Travel aggregate startup Traxo has made a number of major improvements since we last talked with CEO and founder Andres Fabris. Apart from implementing a sleek new design, the Dallas-based travel service has moved from being a robust traveler information keeper to a full fledged globetrotting social network.
“It used to be agents, but now no one has the traveler’s back,” admitted Fabris. Websites like TripIt and other online travel agencies have been working to improve the process, but Traxo is the only one that does it all for free.
Traxo’s goal, first and foremost, is to keep the often complex web of travel information linked in one centralized service. When you begin your Traxo account you’ll be presented with a list of airlines, hotels, travel websites, and car rental services, allowing you to pick which company among each category you’re already using. On the following screen Traxo has you input your username and password for each website you chose — a one time request that will solve your travel headaches forever.
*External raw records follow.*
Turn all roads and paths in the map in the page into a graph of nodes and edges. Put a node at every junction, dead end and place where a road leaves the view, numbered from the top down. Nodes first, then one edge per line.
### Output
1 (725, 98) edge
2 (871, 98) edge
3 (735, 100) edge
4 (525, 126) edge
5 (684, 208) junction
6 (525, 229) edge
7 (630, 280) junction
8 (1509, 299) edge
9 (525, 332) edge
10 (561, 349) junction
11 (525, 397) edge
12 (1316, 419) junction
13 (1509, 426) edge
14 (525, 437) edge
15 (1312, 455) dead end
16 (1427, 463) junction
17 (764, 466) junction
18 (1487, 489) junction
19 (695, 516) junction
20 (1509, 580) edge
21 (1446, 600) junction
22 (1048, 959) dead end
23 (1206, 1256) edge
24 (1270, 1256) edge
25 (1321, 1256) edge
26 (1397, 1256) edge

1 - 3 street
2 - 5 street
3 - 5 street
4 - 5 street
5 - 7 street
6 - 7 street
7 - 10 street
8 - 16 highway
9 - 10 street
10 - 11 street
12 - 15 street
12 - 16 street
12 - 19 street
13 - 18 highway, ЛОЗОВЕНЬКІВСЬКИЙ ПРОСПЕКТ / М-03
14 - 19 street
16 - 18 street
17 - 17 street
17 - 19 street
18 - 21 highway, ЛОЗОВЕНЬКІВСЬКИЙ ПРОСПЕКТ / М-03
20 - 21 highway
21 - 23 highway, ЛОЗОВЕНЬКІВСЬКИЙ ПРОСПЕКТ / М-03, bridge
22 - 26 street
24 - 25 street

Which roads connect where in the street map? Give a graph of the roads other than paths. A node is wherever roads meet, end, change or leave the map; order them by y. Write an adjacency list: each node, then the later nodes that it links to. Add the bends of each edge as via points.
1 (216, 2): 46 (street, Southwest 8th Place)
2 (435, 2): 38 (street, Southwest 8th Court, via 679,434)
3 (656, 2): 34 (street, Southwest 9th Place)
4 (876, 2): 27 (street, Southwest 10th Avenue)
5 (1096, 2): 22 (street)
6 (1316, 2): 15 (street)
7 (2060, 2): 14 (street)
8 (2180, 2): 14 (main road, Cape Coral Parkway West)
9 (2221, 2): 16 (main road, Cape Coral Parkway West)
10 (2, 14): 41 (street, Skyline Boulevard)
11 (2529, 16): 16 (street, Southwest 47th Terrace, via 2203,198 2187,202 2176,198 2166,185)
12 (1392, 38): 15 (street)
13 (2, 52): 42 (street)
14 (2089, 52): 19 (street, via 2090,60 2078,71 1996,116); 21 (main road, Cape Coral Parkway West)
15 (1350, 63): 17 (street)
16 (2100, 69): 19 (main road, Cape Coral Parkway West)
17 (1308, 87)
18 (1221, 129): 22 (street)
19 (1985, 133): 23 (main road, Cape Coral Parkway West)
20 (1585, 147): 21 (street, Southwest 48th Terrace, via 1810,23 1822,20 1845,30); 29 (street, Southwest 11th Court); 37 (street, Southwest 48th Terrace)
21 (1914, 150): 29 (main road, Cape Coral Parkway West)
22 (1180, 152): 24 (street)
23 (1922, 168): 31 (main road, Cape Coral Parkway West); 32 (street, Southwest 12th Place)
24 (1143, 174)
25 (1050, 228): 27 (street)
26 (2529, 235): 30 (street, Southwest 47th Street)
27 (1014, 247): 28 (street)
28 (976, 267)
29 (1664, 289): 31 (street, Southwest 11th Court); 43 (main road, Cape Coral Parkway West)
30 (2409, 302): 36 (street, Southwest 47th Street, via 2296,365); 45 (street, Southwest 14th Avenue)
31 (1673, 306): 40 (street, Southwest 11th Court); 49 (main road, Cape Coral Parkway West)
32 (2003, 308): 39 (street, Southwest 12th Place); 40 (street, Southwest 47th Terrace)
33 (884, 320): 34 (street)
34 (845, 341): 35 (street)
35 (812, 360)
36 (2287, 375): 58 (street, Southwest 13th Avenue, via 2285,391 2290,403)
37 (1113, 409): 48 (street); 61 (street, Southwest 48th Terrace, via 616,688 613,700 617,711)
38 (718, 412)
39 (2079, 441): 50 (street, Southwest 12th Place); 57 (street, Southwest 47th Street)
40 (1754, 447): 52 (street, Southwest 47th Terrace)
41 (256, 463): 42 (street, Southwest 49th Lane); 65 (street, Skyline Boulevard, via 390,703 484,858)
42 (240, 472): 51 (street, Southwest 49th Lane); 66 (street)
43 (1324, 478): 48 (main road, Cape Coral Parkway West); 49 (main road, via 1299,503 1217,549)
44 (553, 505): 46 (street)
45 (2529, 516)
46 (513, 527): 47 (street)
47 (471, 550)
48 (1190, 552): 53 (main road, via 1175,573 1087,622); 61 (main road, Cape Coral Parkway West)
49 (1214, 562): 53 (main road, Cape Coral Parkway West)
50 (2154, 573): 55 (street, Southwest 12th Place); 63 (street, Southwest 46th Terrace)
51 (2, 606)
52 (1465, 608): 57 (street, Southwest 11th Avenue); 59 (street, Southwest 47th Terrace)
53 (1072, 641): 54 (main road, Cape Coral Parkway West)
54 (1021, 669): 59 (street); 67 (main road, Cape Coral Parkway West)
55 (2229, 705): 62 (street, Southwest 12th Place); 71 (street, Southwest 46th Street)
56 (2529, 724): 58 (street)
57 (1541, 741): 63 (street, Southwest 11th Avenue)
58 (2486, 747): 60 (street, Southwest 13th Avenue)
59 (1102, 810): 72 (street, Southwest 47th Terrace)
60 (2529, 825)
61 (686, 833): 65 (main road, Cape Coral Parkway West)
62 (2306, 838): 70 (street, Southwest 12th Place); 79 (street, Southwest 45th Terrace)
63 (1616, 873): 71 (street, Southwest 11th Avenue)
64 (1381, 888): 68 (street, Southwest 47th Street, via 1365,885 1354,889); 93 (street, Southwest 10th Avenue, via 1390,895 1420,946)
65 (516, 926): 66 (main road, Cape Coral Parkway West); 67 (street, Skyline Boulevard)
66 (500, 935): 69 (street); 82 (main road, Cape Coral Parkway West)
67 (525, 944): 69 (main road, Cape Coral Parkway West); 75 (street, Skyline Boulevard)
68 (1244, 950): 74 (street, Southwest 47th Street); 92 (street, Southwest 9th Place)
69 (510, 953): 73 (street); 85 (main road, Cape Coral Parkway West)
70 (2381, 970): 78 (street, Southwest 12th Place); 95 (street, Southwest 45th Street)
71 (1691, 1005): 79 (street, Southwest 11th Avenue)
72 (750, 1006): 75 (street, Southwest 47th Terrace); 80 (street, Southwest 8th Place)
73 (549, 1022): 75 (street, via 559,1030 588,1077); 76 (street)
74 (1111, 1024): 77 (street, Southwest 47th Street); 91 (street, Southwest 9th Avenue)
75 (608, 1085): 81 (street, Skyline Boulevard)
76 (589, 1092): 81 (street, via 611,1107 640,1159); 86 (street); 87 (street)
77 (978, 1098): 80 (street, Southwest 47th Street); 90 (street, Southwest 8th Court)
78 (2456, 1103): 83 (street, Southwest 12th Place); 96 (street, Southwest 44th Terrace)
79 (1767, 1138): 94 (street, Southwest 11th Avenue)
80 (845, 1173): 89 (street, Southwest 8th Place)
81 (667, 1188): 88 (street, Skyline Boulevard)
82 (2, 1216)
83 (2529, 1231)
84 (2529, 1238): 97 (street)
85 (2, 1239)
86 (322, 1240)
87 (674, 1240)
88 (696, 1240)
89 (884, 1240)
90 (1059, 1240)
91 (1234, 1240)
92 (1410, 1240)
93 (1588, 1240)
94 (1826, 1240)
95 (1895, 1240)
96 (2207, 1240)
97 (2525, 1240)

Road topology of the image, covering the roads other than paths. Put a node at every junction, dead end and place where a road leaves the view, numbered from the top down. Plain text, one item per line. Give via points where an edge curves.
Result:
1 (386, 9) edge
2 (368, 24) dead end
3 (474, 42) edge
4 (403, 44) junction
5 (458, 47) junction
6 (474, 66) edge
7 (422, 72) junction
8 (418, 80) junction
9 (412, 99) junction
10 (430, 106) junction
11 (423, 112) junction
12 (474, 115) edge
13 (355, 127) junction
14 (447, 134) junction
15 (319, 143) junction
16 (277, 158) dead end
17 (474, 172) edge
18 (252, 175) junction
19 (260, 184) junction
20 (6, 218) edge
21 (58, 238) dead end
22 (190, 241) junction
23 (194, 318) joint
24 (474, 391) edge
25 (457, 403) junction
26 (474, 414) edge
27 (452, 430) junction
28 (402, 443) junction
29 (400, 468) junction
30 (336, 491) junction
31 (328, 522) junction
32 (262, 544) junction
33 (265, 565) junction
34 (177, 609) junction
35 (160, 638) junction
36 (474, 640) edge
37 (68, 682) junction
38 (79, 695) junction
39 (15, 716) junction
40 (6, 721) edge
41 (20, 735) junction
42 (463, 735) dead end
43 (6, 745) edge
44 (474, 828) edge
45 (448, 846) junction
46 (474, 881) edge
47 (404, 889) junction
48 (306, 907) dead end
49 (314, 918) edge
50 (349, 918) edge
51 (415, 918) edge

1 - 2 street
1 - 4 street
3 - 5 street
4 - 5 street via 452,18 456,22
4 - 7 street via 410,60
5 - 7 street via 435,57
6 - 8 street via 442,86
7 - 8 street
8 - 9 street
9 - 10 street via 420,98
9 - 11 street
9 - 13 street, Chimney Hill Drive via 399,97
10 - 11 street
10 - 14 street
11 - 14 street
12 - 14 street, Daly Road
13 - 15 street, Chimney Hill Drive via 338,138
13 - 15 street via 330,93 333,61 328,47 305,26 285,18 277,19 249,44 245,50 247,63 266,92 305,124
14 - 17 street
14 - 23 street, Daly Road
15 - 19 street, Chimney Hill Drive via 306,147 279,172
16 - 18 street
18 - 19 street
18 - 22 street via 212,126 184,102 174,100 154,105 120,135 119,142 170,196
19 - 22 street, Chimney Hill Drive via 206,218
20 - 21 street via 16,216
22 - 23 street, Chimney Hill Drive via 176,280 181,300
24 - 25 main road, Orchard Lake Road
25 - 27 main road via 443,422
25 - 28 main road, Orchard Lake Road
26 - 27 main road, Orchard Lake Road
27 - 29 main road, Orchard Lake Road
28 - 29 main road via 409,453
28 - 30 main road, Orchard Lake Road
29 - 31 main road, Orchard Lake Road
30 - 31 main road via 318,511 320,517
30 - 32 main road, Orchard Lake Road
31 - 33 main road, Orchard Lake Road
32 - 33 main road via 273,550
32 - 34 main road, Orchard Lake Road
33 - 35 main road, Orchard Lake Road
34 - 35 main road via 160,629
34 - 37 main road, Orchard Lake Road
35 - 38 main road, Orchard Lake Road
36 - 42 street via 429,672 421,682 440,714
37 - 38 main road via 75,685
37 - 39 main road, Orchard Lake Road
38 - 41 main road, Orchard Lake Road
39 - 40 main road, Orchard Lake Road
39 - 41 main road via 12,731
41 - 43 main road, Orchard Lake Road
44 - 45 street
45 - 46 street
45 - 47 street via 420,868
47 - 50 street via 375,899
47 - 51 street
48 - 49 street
After you’ve linked your various travel accounts from across the web, Traxo will keep all your information up-to-date, importing new trips as you book them, even displaying your accumulated points and member statuses across all services. To-date Traxo supports over 160 of the most popular airlines, hotels, and car rental companies online.
Traxo has made a great deal of headway in its drive to create a social travel network, where your account not only keeps your information up-to-date, but proudly displays all of your travel achievements. The company has gamified travel by awarding badges for things like visiting continents, traveling to each of the United States, taking red eye flights, and much more. Users can compare their travel stats with their network of friends, and are even ranked on a leaderboard based on the company’s calculated “Travel Score.”
This score is an accumulation of all your travel accomplishments, created by a complex algorithm that factors in all aspects of your globetrotting adventures like the length of your trips, how recently you’ve traveled, and overall miles. To make the process of starting a travel profile less daunting, Traxo will even import your previous trips, allowing you to arrive at your natural travel score much more quickly.
More important than feelings of personal accomplishment, your travel score will gain you access to various exclusive deals through the service, including free airfare, luggage, car rentals, or travel insurance. Fabris said these exclusive offers work to provide users with an incentive to link their information through Traxo, and give companies the opportunity to reach out to a highly targeted section of their clients.
In addition to sharing stats among your network, Traxo will also notify you when you’re traveling to the same destination as a friend, or if a friend is passing through your home city. One new feature the company added is the ability to find travel experts among your friends for specific destinations. Wherever you’re headed, Traxo will let you find those travelers in your group who have been there the most, giving you the chance to get all the insider tips from the people you trust.
Once your trip is complete, users can look back at a travel journal created by the service, including a map of their trip that features any FourSquare check-ins made in the destination city. Users can add text and pictures at any time to round out the online journal. In the future, Traxo is planning to integrate entertainment services so that users can book restaurant reservations through OpenTable or even buy movie tickets at their planned destination ahead of time.
The CEO said that the company is entering “phase two” of its development, where they were previously “head down on getting the product built,” the team is now focusing on scaling the travel network. Traxo recently closed an angel investment round at $1 million, and is currently planning a late stage series A round for sometime in the future. Though Fabris admitted that the service is “scaling nicely” through word-of-mouth and social sharing, the founder said that phase three, monetization, is still down the road for the company.